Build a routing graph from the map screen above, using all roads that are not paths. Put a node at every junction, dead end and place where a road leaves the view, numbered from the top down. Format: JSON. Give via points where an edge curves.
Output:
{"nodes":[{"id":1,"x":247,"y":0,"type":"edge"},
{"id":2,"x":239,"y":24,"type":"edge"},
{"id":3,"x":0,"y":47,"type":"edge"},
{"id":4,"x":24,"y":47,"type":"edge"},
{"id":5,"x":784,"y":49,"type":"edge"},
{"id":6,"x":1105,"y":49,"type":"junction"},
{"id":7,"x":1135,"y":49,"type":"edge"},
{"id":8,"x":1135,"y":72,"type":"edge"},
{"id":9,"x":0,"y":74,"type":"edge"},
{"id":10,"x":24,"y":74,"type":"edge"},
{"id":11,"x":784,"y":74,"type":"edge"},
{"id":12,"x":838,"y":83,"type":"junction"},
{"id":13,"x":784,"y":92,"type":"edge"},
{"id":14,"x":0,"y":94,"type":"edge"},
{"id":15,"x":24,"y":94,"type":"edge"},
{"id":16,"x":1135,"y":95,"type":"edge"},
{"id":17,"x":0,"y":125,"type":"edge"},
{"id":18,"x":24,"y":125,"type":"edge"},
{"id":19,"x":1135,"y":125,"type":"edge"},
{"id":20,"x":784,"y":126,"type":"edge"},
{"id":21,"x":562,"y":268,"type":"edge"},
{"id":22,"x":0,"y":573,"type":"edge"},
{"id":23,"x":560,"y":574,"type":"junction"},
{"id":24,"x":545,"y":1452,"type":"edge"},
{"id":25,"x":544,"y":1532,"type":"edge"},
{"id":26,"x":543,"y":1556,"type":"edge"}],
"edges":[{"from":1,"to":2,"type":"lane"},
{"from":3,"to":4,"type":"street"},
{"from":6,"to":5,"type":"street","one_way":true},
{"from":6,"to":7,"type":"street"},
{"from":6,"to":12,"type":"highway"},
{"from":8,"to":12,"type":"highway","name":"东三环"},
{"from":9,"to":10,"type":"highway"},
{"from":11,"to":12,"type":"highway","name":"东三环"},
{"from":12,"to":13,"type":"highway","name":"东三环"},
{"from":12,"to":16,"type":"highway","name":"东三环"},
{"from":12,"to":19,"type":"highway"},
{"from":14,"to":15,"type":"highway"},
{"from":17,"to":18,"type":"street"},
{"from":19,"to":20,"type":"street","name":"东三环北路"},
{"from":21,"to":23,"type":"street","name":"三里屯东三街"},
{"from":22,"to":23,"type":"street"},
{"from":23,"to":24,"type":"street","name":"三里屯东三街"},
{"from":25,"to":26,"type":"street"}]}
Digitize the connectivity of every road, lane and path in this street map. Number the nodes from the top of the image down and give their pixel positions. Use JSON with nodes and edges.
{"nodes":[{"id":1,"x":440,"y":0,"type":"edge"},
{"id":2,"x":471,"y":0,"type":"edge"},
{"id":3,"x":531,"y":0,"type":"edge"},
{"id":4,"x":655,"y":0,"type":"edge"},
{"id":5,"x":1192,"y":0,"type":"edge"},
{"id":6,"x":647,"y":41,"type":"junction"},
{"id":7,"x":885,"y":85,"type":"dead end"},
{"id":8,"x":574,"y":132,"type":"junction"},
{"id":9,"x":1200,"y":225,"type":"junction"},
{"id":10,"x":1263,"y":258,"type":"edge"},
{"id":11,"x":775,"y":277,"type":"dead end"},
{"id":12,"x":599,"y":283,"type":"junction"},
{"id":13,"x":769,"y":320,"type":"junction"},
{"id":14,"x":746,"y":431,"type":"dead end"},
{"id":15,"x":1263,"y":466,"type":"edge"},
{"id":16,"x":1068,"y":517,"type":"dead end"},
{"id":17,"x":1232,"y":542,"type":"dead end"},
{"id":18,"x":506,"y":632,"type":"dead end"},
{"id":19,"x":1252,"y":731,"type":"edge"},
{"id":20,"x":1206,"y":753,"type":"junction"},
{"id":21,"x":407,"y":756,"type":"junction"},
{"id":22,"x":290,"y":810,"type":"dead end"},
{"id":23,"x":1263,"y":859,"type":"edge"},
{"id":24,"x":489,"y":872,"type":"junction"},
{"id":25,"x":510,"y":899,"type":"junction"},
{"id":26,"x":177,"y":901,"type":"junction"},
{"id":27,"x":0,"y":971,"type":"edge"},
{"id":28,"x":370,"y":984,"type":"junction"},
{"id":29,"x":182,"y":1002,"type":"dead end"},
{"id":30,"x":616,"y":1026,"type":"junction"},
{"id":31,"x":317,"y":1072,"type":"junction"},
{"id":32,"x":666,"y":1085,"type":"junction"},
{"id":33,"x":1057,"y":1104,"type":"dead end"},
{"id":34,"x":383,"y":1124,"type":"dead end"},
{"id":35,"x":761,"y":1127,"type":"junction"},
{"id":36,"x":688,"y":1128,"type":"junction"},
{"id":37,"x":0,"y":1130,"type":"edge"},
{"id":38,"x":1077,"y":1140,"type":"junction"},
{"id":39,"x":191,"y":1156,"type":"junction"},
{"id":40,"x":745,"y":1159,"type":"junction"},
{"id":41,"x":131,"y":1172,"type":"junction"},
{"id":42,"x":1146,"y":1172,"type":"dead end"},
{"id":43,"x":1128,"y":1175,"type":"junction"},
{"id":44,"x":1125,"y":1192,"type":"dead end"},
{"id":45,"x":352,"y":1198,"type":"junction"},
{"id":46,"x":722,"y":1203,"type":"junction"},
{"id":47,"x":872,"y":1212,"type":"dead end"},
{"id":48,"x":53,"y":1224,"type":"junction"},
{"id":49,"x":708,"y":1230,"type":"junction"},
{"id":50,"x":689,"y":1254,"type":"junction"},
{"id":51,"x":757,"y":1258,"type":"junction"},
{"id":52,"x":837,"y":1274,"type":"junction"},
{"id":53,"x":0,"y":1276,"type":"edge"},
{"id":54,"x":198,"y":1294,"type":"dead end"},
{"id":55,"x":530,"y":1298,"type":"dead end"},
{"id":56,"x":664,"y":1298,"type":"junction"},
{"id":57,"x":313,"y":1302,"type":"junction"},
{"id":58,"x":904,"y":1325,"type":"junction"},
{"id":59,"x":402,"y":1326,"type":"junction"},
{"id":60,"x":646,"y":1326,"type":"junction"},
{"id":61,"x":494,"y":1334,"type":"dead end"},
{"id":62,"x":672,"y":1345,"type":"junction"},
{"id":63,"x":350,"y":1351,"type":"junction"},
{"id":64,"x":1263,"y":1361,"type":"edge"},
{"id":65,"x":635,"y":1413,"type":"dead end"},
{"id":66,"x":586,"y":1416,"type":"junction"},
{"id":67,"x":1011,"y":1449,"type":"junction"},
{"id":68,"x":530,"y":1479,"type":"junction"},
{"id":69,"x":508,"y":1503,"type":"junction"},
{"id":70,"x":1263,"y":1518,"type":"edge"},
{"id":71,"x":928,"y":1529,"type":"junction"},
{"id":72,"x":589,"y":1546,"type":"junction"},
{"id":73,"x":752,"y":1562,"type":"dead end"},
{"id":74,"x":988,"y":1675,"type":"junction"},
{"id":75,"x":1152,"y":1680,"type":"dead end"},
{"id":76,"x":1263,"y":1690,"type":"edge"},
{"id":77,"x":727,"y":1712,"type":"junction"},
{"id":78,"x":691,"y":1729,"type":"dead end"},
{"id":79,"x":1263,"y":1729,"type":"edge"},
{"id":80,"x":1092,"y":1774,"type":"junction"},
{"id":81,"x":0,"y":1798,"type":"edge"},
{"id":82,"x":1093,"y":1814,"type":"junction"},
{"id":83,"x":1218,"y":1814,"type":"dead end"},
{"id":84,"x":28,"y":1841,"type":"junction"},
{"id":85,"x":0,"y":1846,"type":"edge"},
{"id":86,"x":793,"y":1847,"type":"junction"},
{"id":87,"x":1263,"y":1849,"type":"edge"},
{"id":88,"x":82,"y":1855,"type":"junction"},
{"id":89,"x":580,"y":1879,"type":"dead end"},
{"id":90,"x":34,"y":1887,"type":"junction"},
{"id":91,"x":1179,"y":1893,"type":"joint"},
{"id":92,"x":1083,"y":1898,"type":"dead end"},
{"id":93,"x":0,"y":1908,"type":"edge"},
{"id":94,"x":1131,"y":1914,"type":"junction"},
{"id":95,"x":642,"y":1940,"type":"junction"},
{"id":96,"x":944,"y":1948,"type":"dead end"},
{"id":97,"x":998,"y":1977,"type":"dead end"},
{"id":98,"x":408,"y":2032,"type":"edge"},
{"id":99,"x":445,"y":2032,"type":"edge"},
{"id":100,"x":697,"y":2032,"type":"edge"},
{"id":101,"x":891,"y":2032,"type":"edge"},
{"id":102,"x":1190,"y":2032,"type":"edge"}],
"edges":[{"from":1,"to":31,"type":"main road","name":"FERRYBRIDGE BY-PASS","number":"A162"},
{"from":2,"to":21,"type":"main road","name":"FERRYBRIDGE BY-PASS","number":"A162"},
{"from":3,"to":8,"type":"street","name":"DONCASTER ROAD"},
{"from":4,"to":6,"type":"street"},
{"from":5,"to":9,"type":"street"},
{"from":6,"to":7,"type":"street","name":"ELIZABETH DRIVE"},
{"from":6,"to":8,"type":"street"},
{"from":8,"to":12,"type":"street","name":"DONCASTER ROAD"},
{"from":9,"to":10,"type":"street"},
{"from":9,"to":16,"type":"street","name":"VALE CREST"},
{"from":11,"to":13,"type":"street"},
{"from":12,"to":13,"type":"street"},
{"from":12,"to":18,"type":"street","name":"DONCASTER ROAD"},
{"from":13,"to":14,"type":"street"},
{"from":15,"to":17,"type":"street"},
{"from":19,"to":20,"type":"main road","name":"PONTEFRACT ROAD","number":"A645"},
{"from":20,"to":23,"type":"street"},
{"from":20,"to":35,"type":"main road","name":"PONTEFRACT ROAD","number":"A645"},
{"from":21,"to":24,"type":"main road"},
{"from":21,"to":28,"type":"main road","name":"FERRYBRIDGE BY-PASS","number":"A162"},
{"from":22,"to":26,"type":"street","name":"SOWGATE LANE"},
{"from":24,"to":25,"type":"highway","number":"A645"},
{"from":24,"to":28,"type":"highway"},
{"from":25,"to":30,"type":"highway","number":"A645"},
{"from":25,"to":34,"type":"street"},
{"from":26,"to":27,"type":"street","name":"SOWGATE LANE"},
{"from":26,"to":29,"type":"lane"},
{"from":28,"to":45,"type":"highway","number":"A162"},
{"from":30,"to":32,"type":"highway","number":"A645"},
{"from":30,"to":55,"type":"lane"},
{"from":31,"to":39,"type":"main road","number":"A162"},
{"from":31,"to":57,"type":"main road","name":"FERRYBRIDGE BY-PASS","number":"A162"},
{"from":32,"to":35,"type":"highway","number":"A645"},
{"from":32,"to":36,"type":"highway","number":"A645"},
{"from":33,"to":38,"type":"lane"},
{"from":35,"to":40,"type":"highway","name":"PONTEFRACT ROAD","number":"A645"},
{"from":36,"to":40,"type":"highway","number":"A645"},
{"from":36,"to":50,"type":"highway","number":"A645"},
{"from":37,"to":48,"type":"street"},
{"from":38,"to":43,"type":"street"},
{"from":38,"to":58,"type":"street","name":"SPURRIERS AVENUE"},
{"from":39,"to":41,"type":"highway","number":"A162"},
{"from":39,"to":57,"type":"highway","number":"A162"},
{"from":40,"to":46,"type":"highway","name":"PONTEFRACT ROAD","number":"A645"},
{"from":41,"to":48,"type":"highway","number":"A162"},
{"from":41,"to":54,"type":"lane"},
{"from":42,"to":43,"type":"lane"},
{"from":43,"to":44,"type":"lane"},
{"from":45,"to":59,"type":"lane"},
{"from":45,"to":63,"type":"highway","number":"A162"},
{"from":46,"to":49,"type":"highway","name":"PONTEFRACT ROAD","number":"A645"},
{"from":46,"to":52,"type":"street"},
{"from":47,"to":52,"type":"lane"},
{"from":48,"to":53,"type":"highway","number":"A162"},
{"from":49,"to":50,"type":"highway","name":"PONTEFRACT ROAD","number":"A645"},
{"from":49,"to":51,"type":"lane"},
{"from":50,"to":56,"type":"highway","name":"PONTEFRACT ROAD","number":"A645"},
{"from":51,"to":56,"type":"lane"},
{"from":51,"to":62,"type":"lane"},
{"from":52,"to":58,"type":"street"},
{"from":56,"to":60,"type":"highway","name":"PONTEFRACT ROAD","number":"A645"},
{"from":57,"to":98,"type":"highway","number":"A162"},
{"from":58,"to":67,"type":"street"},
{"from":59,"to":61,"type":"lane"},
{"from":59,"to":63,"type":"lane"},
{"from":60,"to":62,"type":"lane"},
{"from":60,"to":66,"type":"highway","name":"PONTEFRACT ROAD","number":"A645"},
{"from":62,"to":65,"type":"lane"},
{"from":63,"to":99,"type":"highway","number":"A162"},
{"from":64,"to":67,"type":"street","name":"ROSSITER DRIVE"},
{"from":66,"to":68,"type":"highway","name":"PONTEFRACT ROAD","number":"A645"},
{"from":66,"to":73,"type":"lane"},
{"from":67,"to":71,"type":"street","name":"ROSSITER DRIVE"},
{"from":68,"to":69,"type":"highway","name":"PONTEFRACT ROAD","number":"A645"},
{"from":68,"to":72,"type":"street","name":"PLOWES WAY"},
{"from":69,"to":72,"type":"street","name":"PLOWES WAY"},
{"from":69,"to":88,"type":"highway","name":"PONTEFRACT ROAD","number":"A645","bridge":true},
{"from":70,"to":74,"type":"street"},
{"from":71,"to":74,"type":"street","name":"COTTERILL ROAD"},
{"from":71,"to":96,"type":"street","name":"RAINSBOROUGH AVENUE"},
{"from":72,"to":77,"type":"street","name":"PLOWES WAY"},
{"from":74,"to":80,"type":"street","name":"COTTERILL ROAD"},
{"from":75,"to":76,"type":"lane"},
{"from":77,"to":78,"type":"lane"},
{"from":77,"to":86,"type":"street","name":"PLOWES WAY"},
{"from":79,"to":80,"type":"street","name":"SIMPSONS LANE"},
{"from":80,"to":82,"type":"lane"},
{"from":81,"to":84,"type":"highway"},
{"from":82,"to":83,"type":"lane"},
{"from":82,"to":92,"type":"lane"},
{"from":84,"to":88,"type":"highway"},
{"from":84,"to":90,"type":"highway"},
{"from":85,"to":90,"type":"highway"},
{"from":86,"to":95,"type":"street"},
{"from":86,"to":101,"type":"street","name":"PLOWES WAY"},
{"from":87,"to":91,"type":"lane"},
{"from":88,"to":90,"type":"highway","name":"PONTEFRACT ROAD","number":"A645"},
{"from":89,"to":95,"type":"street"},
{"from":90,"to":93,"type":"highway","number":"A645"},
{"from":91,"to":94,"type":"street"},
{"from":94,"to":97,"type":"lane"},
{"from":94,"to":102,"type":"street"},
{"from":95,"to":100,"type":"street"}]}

→ EXERCISE BRIEF
Only lines that contain "every" are needed, so copy each of them from the data.

→ ANSWER
Build a routing graph from the map screen above, using all roads that are not paths. Put a node at every junction, dead end and place where a road leaves the view, numbered from the top down. Format: JSON. Give via points where an edge curves.
Digitize the connectivity of every road, lane and path in this street map. Number the nodes from the top of the image down and give their pixel positions. Use JSON with nodes and edges.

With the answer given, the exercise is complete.